PROBLEM TO WORK ON: Would you retype the listing below exactly as given?

RECORDS FOR PROCESSING:
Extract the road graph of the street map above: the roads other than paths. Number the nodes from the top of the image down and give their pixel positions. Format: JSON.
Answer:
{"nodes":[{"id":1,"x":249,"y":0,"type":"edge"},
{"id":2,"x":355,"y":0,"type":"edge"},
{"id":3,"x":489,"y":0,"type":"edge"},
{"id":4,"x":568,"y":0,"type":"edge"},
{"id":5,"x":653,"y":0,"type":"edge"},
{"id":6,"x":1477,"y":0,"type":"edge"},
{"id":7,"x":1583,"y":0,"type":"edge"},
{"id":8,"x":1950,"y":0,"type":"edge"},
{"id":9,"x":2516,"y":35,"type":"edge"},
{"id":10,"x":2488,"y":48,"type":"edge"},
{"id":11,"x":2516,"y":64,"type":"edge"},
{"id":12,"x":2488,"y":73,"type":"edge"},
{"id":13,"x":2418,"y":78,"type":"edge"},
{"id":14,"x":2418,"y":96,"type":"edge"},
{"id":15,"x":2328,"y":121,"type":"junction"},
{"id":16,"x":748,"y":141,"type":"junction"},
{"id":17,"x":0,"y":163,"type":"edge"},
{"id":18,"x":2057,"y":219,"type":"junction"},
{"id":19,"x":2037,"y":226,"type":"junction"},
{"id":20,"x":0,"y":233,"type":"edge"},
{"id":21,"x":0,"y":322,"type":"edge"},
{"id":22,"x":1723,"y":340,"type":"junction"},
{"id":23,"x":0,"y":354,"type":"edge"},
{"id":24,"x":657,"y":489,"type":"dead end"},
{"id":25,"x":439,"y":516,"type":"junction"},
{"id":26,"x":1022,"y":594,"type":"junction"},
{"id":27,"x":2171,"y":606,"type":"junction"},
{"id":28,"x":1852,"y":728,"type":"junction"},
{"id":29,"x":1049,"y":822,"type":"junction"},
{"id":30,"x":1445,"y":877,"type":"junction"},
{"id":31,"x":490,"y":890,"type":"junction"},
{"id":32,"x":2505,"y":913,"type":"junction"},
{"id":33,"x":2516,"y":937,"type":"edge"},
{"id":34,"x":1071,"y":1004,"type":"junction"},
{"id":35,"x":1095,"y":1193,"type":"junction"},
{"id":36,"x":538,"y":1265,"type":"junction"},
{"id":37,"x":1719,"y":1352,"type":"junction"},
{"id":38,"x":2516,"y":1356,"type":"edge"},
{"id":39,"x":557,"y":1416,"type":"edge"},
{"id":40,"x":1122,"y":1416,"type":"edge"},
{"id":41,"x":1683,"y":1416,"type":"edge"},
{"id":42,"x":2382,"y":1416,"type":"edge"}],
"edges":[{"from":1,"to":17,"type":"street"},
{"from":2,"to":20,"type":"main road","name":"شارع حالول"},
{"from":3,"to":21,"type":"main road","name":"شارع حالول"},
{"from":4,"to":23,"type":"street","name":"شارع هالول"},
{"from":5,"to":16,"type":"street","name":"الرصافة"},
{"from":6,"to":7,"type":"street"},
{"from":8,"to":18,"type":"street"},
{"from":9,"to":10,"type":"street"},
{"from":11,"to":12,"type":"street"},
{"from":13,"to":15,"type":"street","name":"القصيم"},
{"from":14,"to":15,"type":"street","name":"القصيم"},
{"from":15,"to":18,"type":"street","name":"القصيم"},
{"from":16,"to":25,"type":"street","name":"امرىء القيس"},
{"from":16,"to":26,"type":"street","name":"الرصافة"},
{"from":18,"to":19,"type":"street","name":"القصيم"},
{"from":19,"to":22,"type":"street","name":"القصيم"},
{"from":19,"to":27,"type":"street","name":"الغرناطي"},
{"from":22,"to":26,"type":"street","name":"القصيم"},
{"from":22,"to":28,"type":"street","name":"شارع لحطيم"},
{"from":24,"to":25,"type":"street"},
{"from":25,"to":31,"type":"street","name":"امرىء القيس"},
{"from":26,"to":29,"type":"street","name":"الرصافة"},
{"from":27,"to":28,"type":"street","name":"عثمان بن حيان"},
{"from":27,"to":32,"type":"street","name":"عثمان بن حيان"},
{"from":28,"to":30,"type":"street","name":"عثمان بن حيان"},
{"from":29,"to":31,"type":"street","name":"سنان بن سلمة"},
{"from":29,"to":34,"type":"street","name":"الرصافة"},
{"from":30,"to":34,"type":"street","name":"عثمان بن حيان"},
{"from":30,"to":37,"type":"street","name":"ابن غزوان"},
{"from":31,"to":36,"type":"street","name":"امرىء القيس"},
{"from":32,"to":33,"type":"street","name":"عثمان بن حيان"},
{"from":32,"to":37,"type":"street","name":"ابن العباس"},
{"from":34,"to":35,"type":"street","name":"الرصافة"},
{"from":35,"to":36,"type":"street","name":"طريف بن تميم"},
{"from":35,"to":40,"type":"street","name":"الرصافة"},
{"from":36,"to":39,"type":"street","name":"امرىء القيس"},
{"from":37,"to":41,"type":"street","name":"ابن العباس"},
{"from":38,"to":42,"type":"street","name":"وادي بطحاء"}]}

EXPECTED ANSWER:
Extract the road graph of the street map above: the roads other than paths. Number the nodes from the top of the image down and give their pixel positions. Format: JSON.
Answer:
{"nodes":[{"id":1,"x":249,"y":0,"type":"edge"},
{"id":2,"x":355,"y":0,"type":"edge"},
{"id":3,"x":489,"y":0,"type":"edge"},
{"id":4,"x":568,"y":0,"type":"edge"},
{"id":5,"x":653,"y":0,"type":"edge"},
{"id":6,"x":1477,"y":0,"type":"edge"},
{"id":7,"x":1583,"y":0,"type":"edge"},
{"id":8,"x":1950,"y":0,"type":"edge"},
{"id":9,"x":2516,"y":35,"type":"edge"},
{"id":10,"x":2488,"y":48,"type":"edge"},
{"id":11,"x":2516,"y":64,"type":"edge"},
{"id":12,"x":2488,"y":73,"type":"edge"},
{"id":13,"x":2418,"y":78,"type":"edge"},
{"id":14,"x":2418,"y":96,"type":"edge"},
{"id":15,"x":2328,"y":121,"type":"junction"},
{"id":16,"x":748,"y":141,"type":"junction"},
{"id":17,"x":0,"y":163,"type":"edge"},
{"id":18,"x":2057,"y":219,"type":"junction"},
{"id":19,"x":2037,"y":226,"type":"junction"},
{"id":20,"x":0,"y":233,"type":"edge"},
{"id":21,"x":0,"y":322,"type":"edge"},
{"id":22,"x":1723,"y":340,"type":"junction"},
{"id":23,"x":0,"y":354,"type":"edge"},
{"id":24,"x":657,"y":489,"type":"dead end"},
{"id":25,"x":439,"y":516,"type":"junction"},
{"id":26,"x":1022,"y":594,"type":"junction"},
{"id":27,"x":2171,"y":606,"type":"junction"},
{"id":28,"x":1852,"y":728,"type":"junction"},
{"id":29,"x":1049,"y":822,"type":"junction"},
{"id":30,"x":1445,"y":877,"type":"junction"},
{"id":31,"x":490,"y":890,"type":"junction"},
{"id":32,"x":2505,"y":913,"type":"junction"},
{"id":33,"x":2516,"y":937,"type":"edge"},
{"id":34,"x":1071,"y":1004,"type":"junction"},
{"id":35,"x":1095,"y":1193,"type":"junction"},
{"id":36,"x":538,"y":1265,"type":"junction"},
{"id":37,"x":1719,"y":1352,"type":"junction"},
{"id":38,"x":2516,"y":1356,"type":"edge"},
{"id":39,"x":557,"y":1416,"type":"edge"},
{"id":40,"x":1122,"y":1416,"type":"edge"},
{"id":41,"x":1683,"y":1416,"type":"edge"},
{"id":42,"x":2382,"y":1416,"type":"edge"}],
"edges":[{"from":1,"to":17,"type":"street"},
{"from":2,"to":20,"type":"main road","name":"شارع حالول"},
{"from":3,"to":21,"type":"main road","name":"شارع حالول"},
{"from":4,"to":23,"type":"street","name":"شارع هالول"},
{"from":5,"to":16,"type":"street","name":"الرصافة"},
{"from":6,"to":7,"type":"street"},
{"from":8,"to":18,"type":"street"},
{"from":9,"to":10,"type":"street"},
{"from":11,"to":12,"type":"street"},
{"from":13,"to":15,"type":"street","name":"القصيم"},
{"from":14,"to":15,"type":"street","name":"القصيم"},
{"from":15,"to":18,"type":"street","name":"القصيم"},
{"from":16,"to":25,"type":"street","name":"امرىء القيس"},
{"from":16,"to":26,"type":"street","name":"الرصافة"},
{"from":18,"to":19,"type":"street","name":"القصيم"},
{"from":19,"to":22,"type":"street","name":"القصيم"},
{"from":19,"to":27,"type":"street","name":"الغرناطي"},
{"from":22,"to":26,"type":"street","name":"القصيم"},
{"from":22,"to":28,"type":"street","name":"شارع لحطيم"},
{"from":24,"to":25,"type":"street"},
{"from":25,"to":31,"type":"street","name":"امرىء القيس"},
{"from":26,"to":29,"type":"street","name":"الرصافة"},
{"from":27,"to":28,"type":"street","name":"عثمان بن حيان"},
{"from":27,"to":32,"type":"street","name":"عثمان بن حيان"},
{"from":28,"to":30,"type":"street","name":"عثمان بن حيان"},
{"from":29,"to":31,"type":"street","name":"سنان بن سلمة"},
{"from":29,"to":34,"type":"street","name":"الرصافة"},
{"from":30,"to":34,"type":"street","name":"عثمان بن حيان"},
{"from":30,"to":37,"type":"street","name":"ابن غزوان"},
{"from":31,"to":36,"type":"street","name":"امرىء القيس"},
{"from":32,"to":33,"type":"street","name":"عثمان بن حيان"},
{"from":32,"to":37,"type":"street","name":"ابن العباس"},
{"from":34,"to":35,"type":"street","name":"الرصافة"},
{"from":35,"to":36,"type":"street","name":"طريف بن تميم"},
{"from":35,"to":40,"type":"street","name":"الرصافة"},
{"from":36,"to":39,"type":"street","name":"امرىء القيس"},
{"from":37,"to":41,"type":"street","name":"ابن العباس"},
{"from":38,"to":42,"type":"street","name":"وادي بطحاء"}]}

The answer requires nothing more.